### [WHAT YOU ARE ASKED TO DO]
Write out the entries below once more, exactly, with the pictures left out.

### [AVAILABLE DATA]
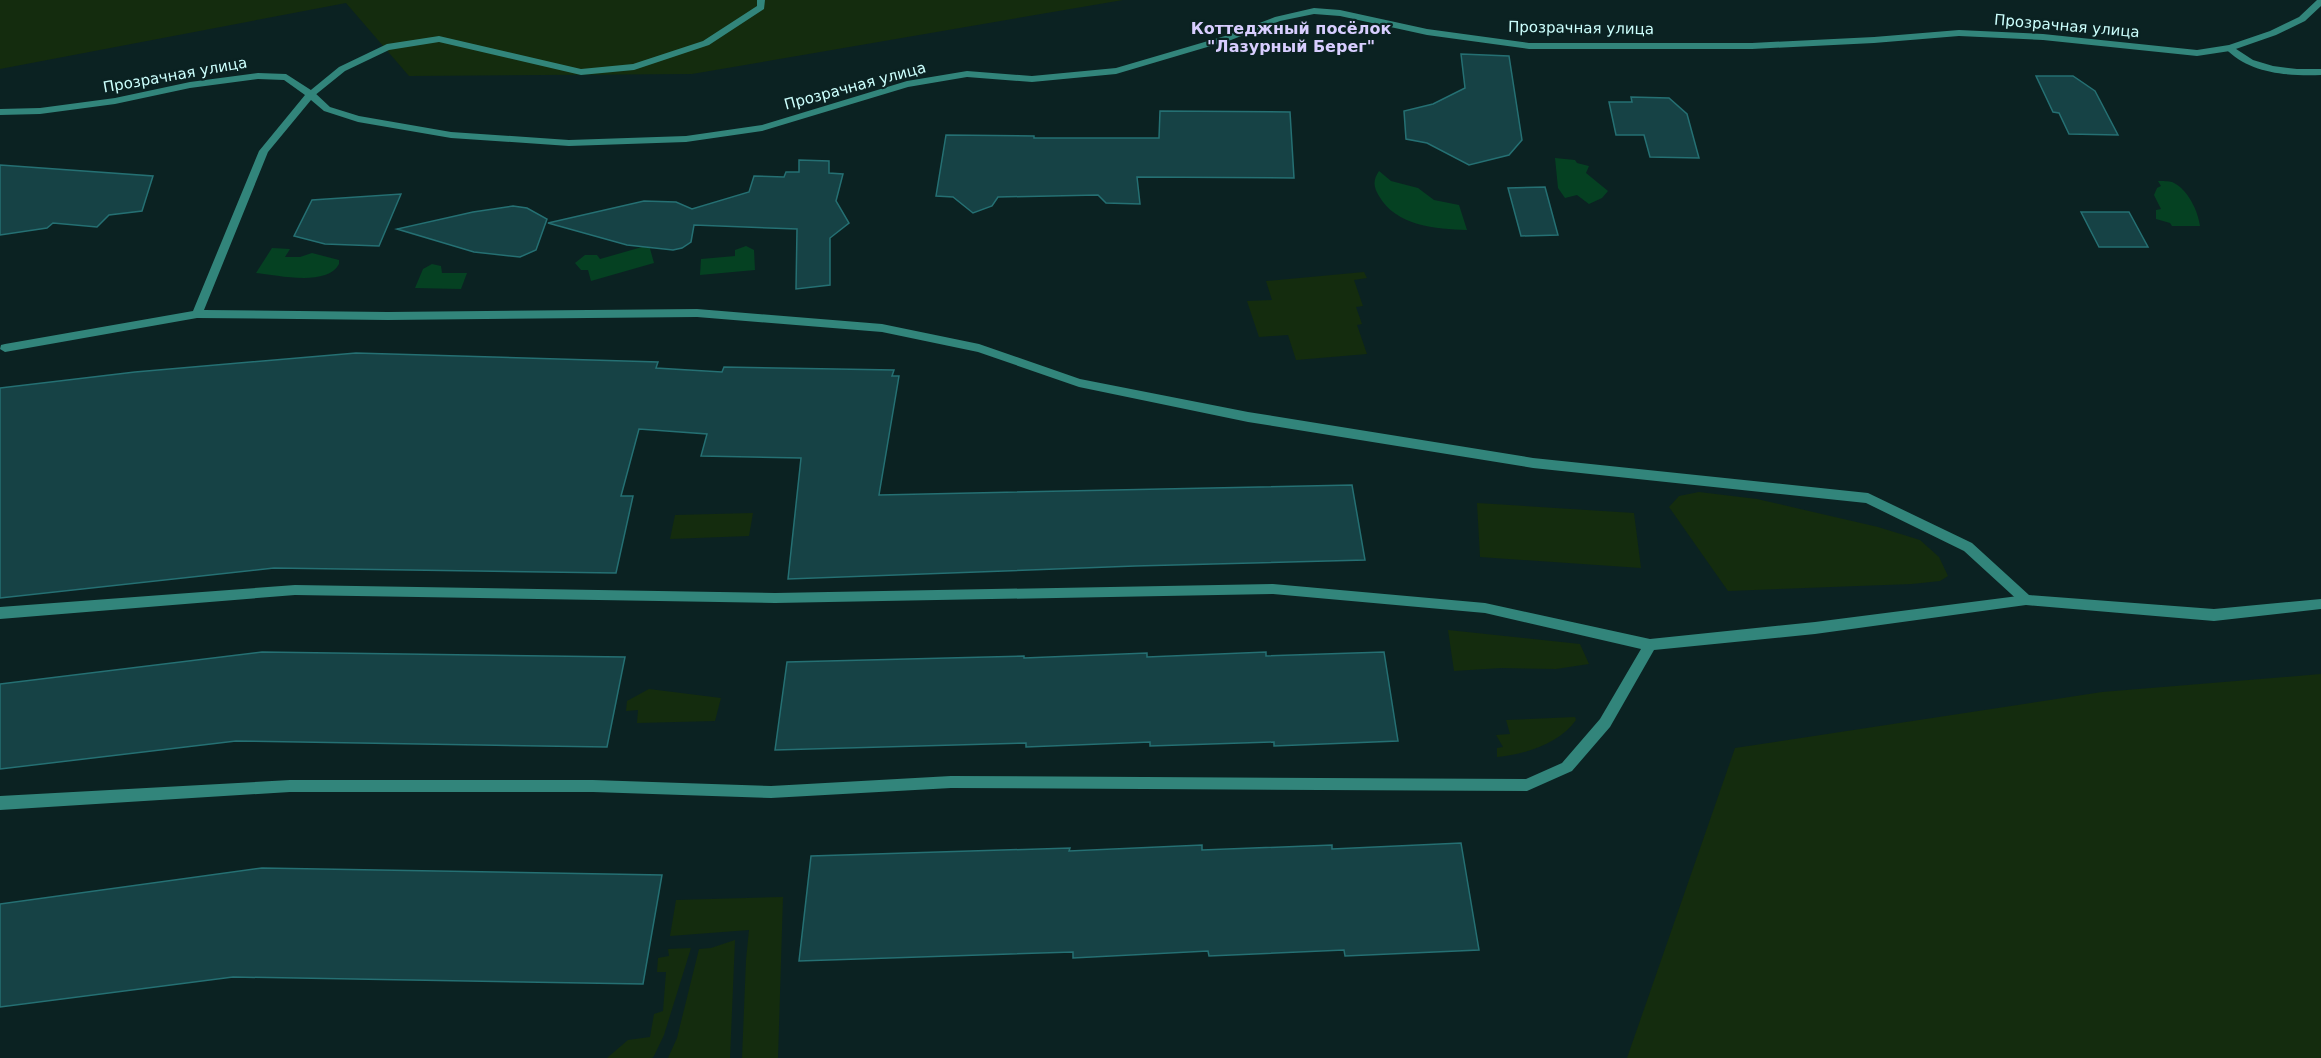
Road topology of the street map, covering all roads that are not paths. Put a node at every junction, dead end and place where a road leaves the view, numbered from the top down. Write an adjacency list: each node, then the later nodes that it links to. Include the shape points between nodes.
1 (761, 0): 5 (street, via 760,7 706,43 634,67 580,72 439,39 387,47 342,69)
2 (2321, 1): 3 (street, Прозрачная улица, via 2302,19)
3 (2230, 48): 4 (street, via 2255,66); 5 (street, Прозрачная улица, via 2196,53 2043,37 1959,33 1752,46 1528,46 1314,11 1116,71 1032,79 967,74 907,84 762,128 686,139 569,143 451,135 358,119 327,109)
4 (2321, 72)
5 (311, 94): 6 (street, Прозрачная улица, via 286,77 258,76 115,101); 7 (street, via 264,151)
6 (0, 112)
7 (197, 314): 8 (street); 9 (street, via 697,313 882,328 980,348 1080,383 1248,417 1533,463 1868,498 1968,547)
8 (5, 348)
9 (2026, 600): 10 (street, via 2214,615); 12 (street)
10 (2321, 604)
11 (0, 613): 12 (street, via 295,590 775,598 1273,590 1485,608)
12 (1650, 645): 13 (street, via 1605,723 1567,767 1527,785 951,782 771,792 593,786 290,786)
13 (0, 803)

### [FINAL ANSWER]
Road topology of the street map, covering all roads that are not paths. Put a node at every junction, dead end and place where a road leaves the view, numbered from the top down. Write an adjacency list: each node, then the later nodes that it links to. Include the shape points between nodes.
1 (761, 0): 5 (street, via 760,7 706,43 634,67 580,72 439,39 387,47 342,69)
2 (2321, 1): 3 (street, Прозрачная улица, via 2302,19)
3 (2230, 48): 4 (street, via 2255,66); 5 (street, Прозрачная улица, via 2196,53 2043,37 1959,33 1752,46 1528,46 1314,11 1116,71 1032,79 967,74 907,84 762,128 686,139 569,143 451,135 358,119 327,109)
4 (2321, 72)
5 (311, 94): 6 (street, Прозрачная улица, via 286,77 258,76 115,101); 7 (street, via 264,151)
6 (0, 112)
7 (197, 314): 8 (street); 9 (street, via 697,313 882,328 980,348 1080,383 1248,417 1533,463 1868,498 1968,547)
8 (5, 348)
9 (2026, 600): 10 (street, via 2214,615); 12 (street)
10 (2321, 604)
11 (0, 613): 12 (street, via 295,590 775,598 1273,590 1485,608)
12 (1650, 645): 13 (street, via 1605,723 1567,767 1527,785 951,782 771,792 593,786 290,786)
13 (0, 803)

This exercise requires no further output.